- [Exercise description] Show all lines of the entries in which the word "Jose" is found.

- [Dataset entries]

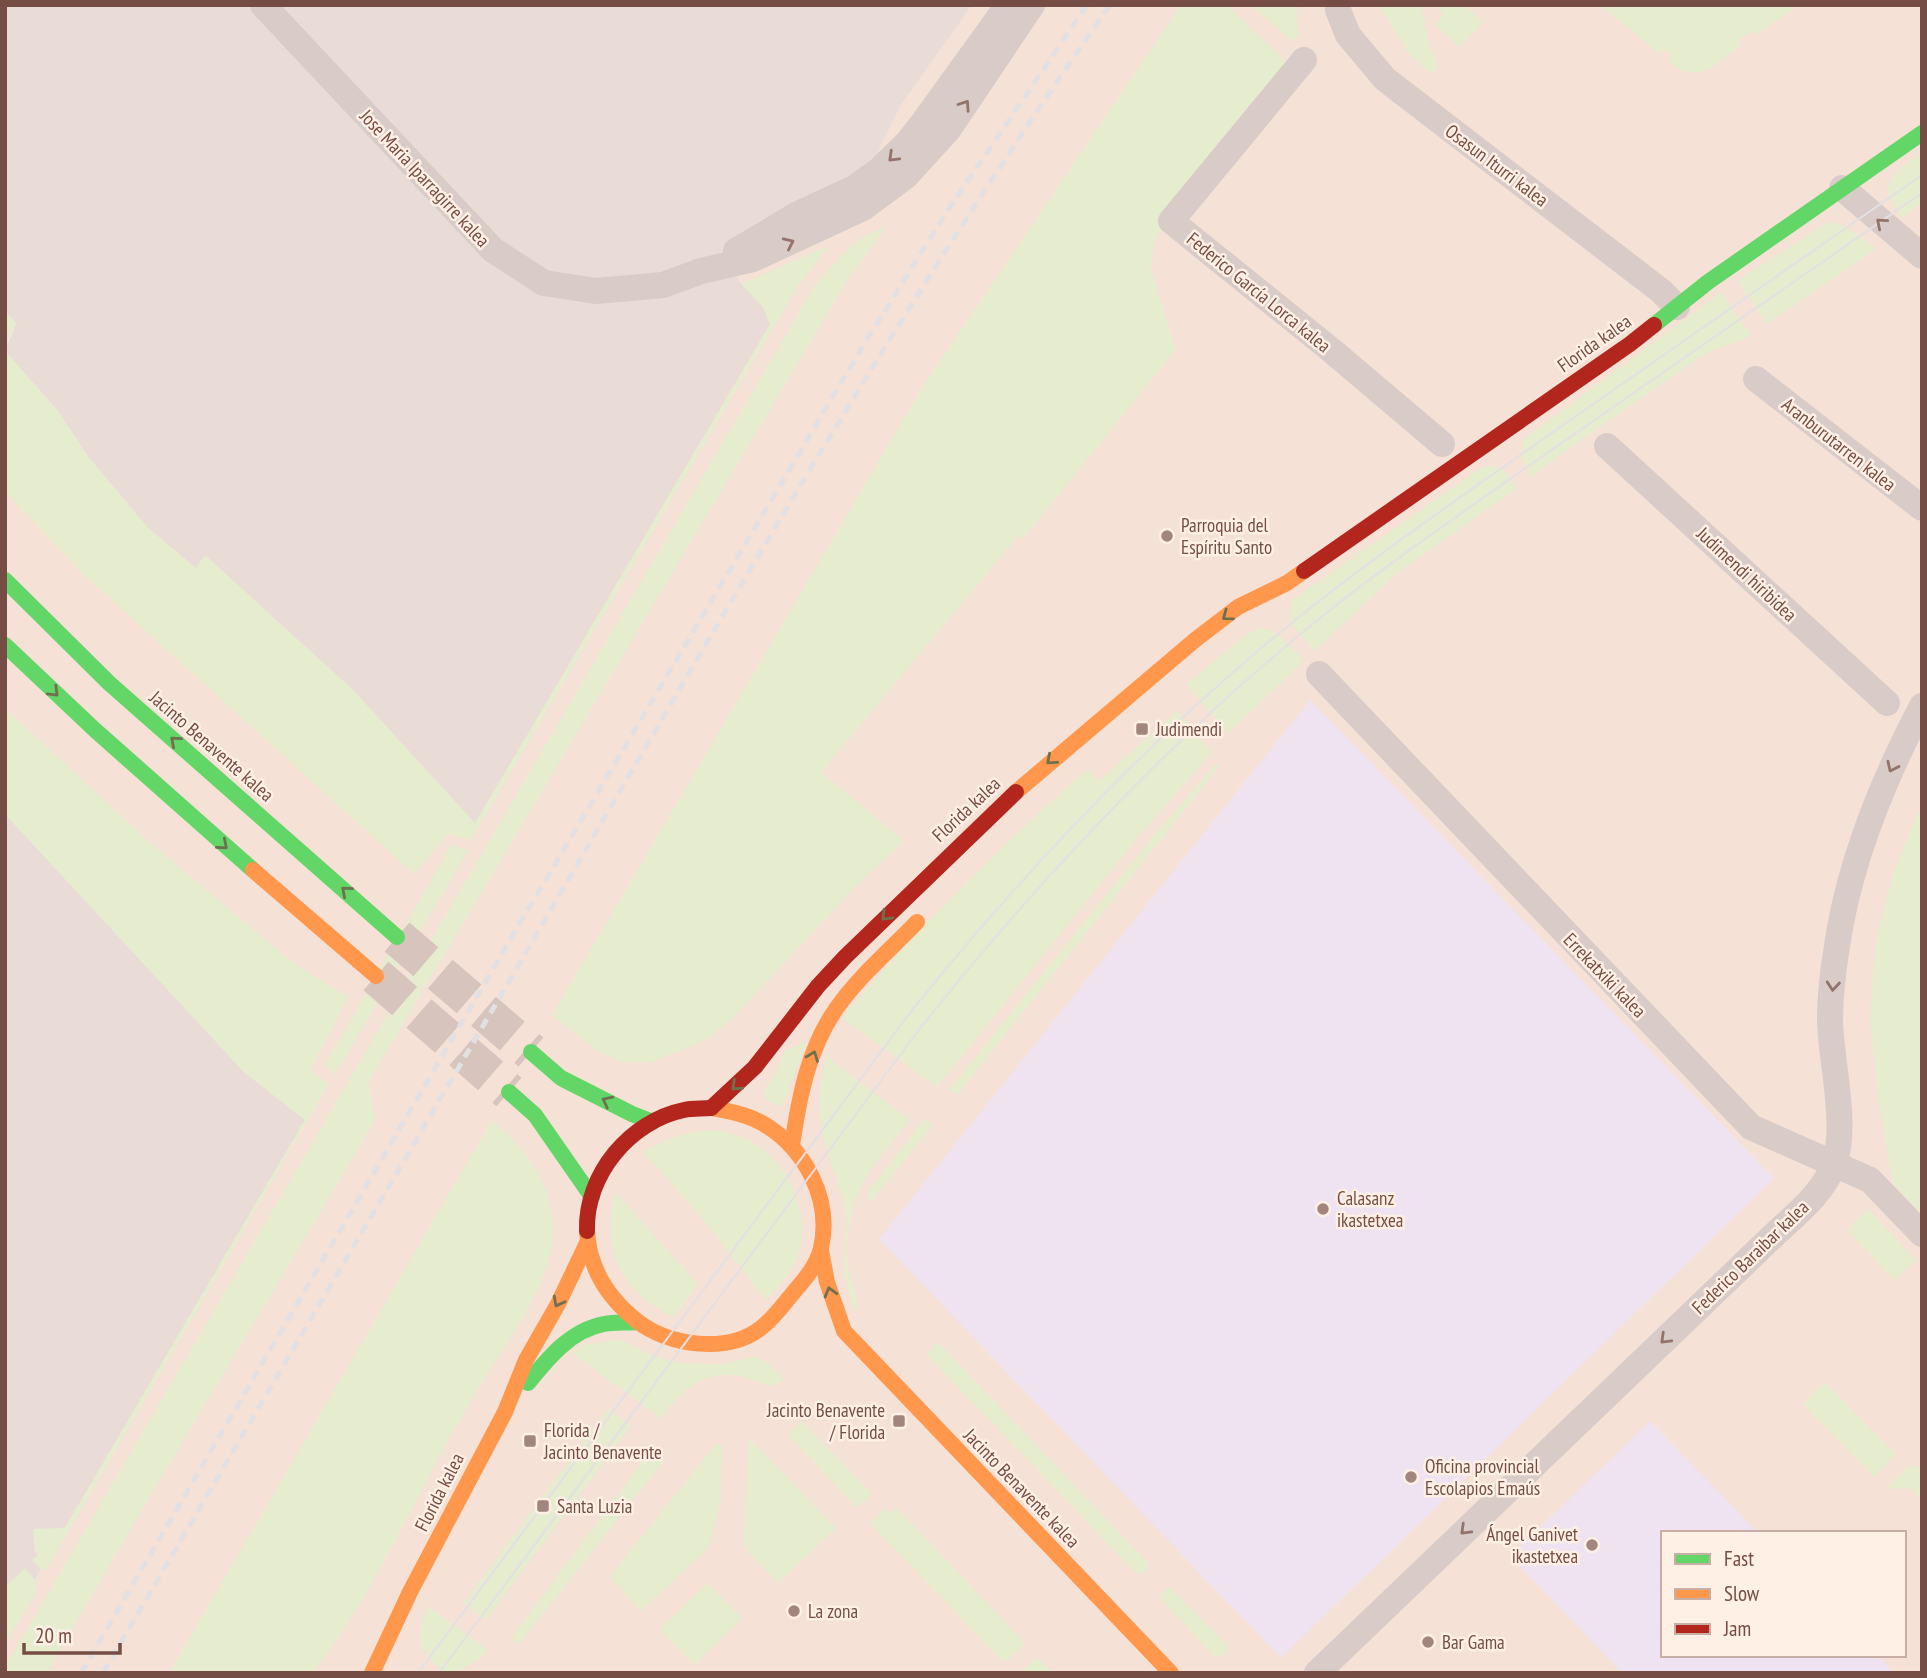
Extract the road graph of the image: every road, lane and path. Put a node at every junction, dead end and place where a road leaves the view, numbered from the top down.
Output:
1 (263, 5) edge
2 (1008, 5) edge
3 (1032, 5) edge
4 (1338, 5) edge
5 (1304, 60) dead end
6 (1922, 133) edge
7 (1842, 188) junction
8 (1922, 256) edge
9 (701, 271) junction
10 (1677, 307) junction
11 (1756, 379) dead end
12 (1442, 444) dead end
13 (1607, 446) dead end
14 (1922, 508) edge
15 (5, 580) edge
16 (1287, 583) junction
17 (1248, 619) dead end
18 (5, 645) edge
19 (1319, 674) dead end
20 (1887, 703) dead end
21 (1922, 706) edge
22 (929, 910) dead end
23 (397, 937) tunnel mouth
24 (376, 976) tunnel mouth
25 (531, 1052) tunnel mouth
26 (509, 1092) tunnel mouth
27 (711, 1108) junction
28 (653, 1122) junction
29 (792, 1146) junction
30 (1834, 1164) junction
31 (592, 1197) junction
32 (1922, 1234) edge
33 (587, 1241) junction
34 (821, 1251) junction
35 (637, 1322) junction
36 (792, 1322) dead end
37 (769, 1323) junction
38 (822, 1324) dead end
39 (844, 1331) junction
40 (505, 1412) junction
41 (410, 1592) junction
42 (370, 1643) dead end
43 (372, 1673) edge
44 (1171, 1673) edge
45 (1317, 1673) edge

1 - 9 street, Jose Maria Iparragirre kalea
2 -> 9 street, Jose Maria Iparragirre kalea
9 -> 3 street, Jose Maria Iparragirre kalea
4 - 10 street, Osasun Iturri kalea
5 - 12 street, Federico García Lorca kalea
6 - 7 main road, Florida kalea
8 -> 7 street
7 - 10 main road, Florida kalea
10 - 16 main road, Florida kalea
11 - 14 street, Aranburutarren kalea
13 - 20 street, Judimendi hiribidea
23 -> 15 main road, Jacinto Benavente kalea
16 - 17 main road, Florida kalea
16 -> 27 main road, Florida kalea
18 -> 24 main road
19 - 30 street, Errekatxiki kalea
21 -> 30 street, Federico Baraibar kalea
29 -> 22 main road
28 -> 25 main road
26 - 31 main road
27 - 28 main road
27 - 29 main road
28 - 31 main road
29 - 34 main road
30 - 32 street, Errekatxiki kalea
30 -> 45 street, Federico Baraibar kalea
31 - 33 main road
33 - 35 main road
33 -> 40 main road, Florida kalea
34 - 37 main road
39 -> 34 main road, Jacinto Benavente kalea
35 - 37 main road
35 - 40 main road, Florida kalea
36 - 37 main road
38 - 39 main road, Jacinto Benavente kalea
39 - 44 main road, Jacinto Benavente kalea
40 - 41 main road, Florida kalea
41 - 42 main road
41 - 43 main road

- [Worked solution]
1 - 9 street, Jose Maria Iparragirre kalea
2 -> 9 street, Jose Maria Iparragirre kalea
9 -> 3 street, Jose Maria Iparragirre kalea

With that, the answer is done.